Oh, America. Eight years went by so fast, didn't they? I feel like I hardly got to know you and methodically undermine everything you once stood for. But I guess all good things must come to an end, and even though you know I would love to stick around for another year or four—maybe privatize Social Security or get us into Iran—I'm afraid it's time to go. But before I leave, let me say, from the bottom of my heart: I can't think of another country I would've rather led to the brink of collapse.
Boy, oh boy, if these Oval Office walls could talk. Seems like it was only yesterday that I started my first term despite having actually lost to Al Gore by more than a half million votes. Hmm. We were all so young and peaceful then. Gosh, gas was still under $2 a gallon! On my watch it peaked at more than twice that. Never getting it up to $6 or ideally $7.50 will be one of my few regrets when I leave office.

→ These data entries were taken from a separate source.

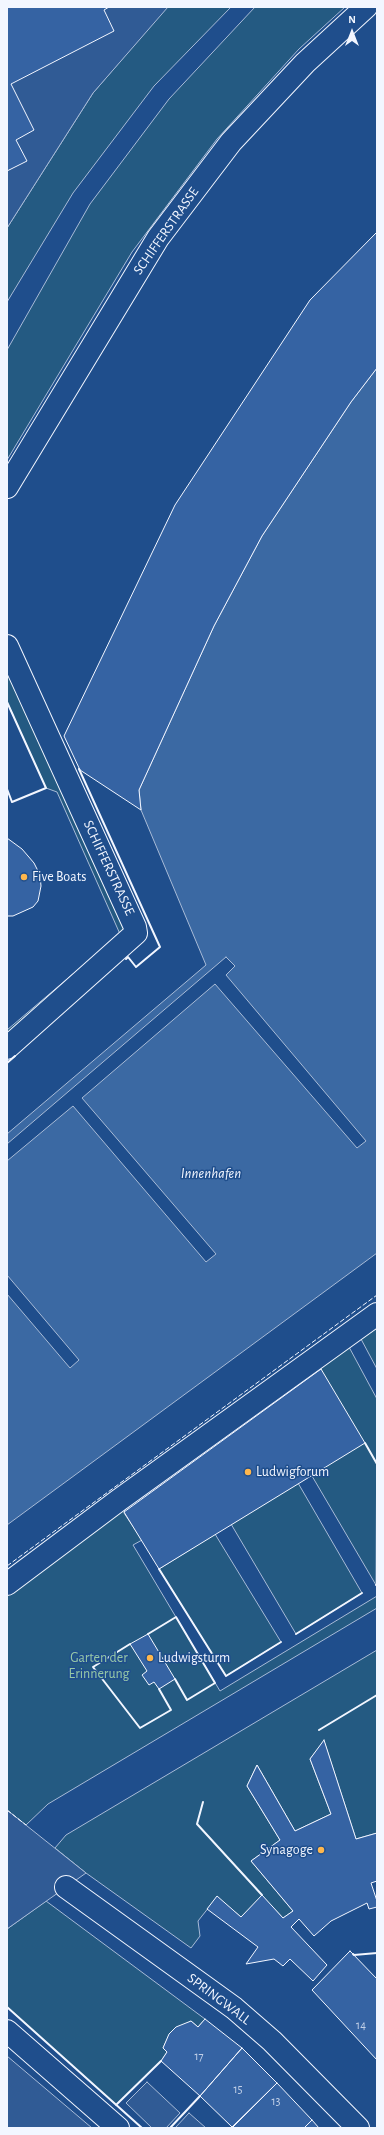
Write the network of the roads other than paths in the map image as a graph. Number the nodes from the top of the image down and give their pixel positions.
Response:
1 (366, 7) edge
2 (7, 487) edge
3 (7, 646) edge
4 (7, 1048) edge
5 (377, 1314) edge
6 (7, 1584) edge
7 (66, 1887) dead end
8 (7, 2031) edge
9 (118, 2128) edge
10 (358, 2128) edge

1 - 2 street, SCHIFFERSTRASSE
3 - 4 street, SCHIFFERSTRASSE
5 - 6 street
7 - 10 street, SPRINGWALL
8 - 9 street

It's just gonna be so hard packing up my things and heading off into the sunset come January. I wish I could go on forever giving massive and disastrous tax cuts to the wealthy, taking the country from a surplus to a deficit—nearly $500 billion this year, likely to pass $1 trillion next year, fingers crossed—and just generally doing irreparable damage to the very underpinnings of our economy, but, well, I'm afraid the Constitution says I can't. And not even I can overrule the Constitution. Though Lord knows I tried! Initiating blanket wiretaps without warrants, suspending habeas corpus for prisoners in Guantanamo, infiltrating an unknown number of nonviolent civilian antiwar groups without permission… such wonderful memories. I'm going to cherish them forever.
My fellow Americans, I only hope that every time you have your civil liberties encroached upon by the Patriot Act, you'll think of me.
Everywhere I look brings back memories. >>>>>>snip
The worst part about leaving is knowing I can never screw up anything this big again. Don't get me wrong, I'm only 62. I could still bankrupt an oil company, or become the next MLB commissioner and ruin baseball. But I'll never get the opportunity to fuck up on this massive of a scale again. Even if you put me back in charge for another term, I could only take the U.S. from a rapidly declining world power to not a world power at all. I don't mean to gloat, but I think it's safe to say that no one can ever unseat the American empire like I unseated the American empire.
Still, I have to admit, sometimes I think I could've dismantled so much more. The very fact that the environment still exists, that a mere 4,000 troops have died in Iraq, that there is still the slightest glimmer of hope for the future left in this nation—it's easy to feel like maybe I didn't do my job. But no, no, there's no use having any regret. I fucked everything up the best I could and that's good enough for me.
You know, I've got a few weeks left. I could still illegally fire some U.S. attorneys for political reasons, or finally get rid of that pesky separation between church and state. Or maybe I could just bomb a place. Like Russia. But this time, I would really savor it.
As long as I live, America, I'll never forget irreparably ruining you. Unless we all die in a nuclear war or calamitous environmental disaster brought on by my neglect. Either way, I'll see you all in heaven!